Safety at the Distribution Center, 3PL’s Competitive Advantage

29 October, 2020 Warehouse and Added Value Services

A distribution center is an infrastructure that protects goods; therefore, the safety we implement for it should be adequate to maintain the productivity and quality of operations.

The risks inherent to the activities we carry out at distribution centers force us to develop protection activities because an incident may result in both immediate —related to health and wellness, intermediate, and long term consequences —relating to productivity and efficiency.

The risk focal points are determined by the characteristics of the warehouse, products, handling methods, shelves, transportation equipment and their interactions, cleanliness, order, added-value processes and, most of all, human factor (neglecting safety measures).

To achieve a safe space, we must establish risk management strategies and prevention policies in place, as well as carry out frequent audits to detect deviations. Next, we show some activities we can carry out to maintain good safety levels at the distribution center:

Personal Protection Equipment:

  • Wearing adequate footwear (steel toe boots with anti-slip soles).
  • Wearing ear protection.
  • Wearing safety goggles in cutting areas.
  • Wearing protective gloves to handle certain materials.
  • Make wearing safety harness mandatory whenever workers are carrying out activities at heights.


  • Mark the different areas of the operation, such as safety areas, routes, evacuation doors, machinery rooms, and bathrooms.
  • Using barricades, boundaries, and signs.

Warehousing Processes:

  • The cargo units being kept at heights should be covered in reflective materials and film.
  • Pallets should be leaning on rungs.
  • Clearances should be respected when placing cargo units at the locations.
  • Wheelbarrows should never be placed under stored materials.
  • The maximum load weight of shelves should always be respected.
  • Avoid working at heights by raising workers on wooden pallets.
  • Carry out manual picking procedures for products at ground level.
  • Electric stackers or forklifts should lower pallets as needed.
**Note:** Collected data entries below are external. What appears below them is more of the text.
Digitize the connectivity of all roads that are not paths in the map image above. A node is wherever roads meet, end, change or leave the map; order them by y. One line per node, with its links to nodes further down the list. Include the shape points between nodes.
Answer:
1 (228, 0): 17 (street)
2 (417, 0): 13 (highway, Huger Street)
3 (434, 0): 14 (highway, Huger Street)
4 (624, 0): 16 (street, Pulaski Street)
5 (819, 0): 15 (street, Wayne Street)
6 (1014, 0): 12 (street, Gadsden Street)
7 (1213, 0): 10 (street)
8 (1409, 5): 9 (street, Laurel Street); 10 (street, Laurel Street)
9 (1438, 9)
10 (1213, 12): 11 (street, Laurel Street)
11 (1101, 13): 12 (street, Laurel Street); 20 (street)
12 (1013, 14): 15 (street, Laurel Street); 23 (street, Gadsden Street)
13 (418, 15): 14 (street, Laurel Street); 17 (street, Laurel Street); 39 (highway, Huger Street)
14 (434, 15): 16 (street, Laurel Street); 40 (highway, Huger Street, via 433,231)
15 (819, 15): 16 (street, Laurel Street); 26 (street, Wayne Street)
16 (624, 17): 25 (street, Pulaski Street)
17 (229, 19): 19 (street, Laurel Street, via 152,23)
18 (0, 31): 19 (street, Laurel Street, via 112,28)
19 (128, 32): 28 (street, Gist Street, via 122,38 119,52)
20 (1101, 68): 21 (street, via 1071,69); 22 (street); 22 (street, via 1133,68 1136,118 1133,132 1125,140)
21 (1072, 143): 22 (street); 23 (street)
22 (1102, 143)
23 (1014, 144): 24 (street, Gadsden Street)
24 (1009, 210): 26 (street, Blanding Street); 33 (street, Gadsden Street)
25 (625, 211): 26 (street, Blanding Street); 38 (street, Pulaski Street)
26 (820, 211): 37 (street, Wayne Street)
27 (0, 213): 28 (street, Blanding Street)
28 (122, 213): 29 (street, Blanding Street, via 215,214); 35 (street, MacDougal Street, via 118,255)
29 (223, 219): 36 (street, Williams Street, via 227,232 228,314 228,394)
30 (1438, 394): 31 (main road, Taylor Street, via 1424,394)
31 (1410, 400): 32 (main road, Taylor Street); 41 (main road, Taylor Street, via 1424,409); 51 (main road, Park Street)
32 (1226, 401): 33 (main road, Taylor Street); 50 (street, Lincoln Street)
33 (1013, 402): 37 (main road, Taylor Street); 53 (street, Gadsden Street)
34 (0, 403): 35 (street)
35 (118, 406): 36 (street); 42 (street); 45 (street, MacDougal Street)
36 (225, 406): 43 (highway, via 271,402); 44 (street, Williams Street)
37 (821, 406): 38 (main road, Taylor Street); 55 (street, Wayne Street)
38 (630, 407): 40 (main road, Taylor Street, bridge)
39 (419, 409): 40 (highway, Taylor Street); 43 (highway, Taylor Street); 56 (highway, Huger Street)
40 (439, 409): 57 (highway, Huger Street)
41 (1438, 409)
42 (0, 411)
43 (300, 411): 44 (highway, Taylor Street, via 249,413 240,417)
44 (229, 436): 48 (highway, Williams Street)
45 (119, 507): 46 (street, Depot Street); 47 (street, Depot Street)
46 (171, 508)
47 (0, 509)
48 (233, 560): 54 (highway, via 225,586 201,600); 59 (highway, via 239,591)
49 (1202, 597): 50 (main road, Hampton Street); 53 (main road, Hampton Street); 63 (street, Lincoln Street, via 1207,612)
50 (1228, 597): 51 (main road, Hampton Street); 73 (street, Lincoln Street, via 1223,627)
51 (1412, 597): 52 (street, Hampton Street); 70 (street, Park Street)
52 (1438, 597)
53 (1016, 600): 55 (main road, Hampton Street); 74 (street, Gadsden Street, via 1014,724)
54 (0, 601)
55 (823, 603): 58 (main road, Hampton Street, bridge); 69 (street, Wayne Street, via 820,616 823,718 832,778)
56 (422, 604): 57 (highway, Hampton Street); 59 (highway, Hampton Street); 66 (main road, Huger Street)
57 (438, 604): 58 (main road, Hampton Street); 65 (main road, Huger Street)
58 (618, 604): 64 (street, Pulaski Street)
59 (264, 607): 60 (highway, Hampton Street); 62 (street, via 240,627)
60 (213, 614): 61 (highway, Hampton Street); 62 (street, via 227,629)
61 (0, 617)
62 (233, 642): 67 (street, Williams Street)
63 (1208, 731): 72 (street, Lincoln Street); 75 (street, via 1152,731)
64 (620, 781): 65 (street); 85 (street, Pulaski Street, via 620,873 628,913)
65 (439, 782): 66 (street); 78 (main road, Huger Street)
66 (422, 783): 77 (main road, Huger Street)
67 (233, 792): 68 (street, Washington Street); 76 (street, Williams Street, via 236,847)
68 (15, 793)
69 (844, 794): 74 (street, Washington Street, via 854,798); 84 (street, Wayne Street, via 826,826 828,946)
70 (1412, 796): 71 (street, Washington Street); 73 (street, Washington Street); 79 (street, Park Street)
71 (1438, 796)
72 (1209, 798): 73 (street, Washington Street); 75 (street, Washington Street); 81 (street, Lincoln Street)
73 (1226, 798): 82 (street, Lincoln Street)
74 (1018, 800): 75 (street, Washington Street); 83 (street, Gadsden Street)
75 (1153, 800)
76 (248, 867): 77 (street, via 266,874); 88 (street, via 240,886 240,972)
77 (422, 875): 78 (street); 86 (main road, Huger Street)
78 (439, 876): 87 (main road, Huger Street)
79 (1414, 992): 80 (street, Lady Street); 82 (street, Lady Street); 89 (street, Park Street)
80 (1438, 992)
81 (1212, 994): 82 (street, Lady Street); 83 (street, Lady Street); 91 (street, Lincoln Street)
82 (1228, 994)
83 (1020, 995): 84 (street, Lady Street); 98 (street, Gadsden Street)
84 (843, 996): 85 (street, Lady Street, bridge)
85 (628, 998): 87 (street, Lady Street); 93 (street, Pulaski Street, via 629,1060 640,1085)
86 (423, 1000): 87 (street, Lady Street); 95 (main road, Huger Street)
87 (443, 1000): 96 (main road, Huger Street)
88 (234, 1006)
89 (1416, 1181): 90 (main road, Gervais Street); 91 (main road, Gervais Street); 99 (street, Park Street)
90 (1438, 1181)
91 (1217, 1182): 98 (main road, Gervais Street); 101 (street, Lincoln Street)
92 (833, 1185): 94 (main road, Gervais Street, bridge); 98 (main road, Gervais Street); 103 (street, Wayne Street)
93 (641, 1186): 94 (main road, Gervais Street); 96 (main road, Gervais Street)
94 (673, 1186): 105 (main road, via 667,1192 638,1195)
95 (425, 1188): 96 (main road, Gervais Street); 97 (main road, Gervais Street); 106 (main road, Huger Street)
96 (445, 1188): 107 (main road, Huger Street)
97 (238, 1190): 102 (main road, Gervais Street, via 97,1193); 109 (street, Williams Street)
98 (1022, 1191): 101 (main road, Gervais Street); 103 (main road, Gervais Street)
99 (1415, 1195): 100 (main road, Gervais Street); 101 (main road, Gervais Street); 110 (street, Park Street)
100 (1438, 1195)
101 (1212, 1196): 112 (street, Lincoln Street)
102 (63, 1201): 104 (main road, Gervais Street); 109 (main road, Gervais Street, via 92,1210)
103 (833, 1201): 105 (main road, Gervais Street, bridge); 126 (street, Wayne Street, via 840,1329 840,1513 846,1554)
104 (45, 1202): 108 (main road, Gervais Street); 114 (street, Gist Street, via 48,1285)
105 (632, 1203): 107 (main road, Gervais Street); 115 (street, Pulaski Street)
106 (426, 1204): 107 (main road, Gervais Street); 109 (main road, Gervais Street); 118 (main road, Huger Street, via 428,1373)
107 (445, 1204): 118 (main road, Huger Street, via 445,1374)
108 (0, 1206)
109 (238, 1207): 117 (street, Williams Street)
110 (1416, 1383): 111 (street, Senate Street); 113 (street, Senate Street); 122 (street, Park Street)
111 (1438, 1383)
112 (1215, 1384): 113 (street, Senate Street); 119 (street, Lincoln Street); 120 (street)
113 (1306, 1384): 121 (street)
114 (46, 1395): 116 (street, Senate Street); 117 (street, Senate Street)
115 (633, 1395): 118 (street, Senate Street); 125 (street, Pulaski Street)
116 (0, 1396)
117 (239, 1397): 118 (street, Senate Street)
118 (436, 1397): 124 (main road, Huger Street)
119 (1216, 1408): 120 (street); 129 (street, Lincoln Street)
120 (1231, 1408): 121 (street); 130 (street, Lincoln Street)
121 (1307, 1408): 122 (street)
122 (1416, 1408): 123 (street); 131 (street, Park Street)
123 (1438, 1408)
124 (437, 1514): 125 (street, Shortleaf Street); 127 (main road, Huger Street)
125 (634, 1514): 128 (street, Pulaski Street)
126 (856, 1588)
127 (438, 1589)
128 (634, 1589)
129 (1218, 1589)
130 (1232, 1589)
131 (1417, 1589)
  • Keep sirens, horns, and light turrets in perfect working order.
  • Avoid using it to move materials exceeding its load capacity.
  • Avoid using it to transport people.
  • Should only be operated by qualified personnel with the necessary physical and psychological requirements. Operators should not have a background of heart diseases or epilepsy nor have a propensity for fainting and dizziness.


  • Carry out control tasks, maintenance, and the replacement of damaged elements. These activities should be planned in advance.

Staff Training:

  • Implement safety and hygiene policies
  • Previous training on the characteristics, limitations, and use of equipment and tools.
  • Know how to proceed in the event of damages.
  • Create a culture of self-care.

Other Safety Issues:

  • It is recommended to install smoke detectors, fire alarms and systems. Emergency lighting, first-aid kits, heart defibrillators, video cameras, access control systems (scanners, turnstiles, and wicket gates), control of authorized vehicles, perimeter devices, emergency exits with anti-panic devices, among others.


Asset Protection

There are two main risks that might take place at the distribution centers relating to the protection of goods: pilferage and invasion. To avoid these and to be prepared if they ever happen, the company must coordinate with the industrial park’s administration, the authorities, and its sector’s organizations.

In addition, we must take internal fraud into consideration; this is the fraud coming from leaking information. To deal with this issue, we must implement prevention, control, and detection methods.

Safety and Regulations

Health and safety at work are regulated by the country’s Constitution, the federal Public Administration Law, the Federal Labor Law, the Federal Metrics and Standards Law, the Federal Health and Safety at Work Regulations, and by the official norms published by the Ministry of Labor and Social Welfare, which set the minimum necessary conditions to be met to prevent work risks. There are 41 official regulations divided in five categories: safety, health, organization, specific and product related.

The company’s safety criteria should include the compliance to these legal regulations and the design of strategies that aim to preserve the most important resource to every operation: workers.

Solistica analyzes the risks and special features of our clients’ distribution centers to be able to give them the best advice regarding safety. In addition, we apply all the federal regulations and standards to guarantee the wellbeing of every worker.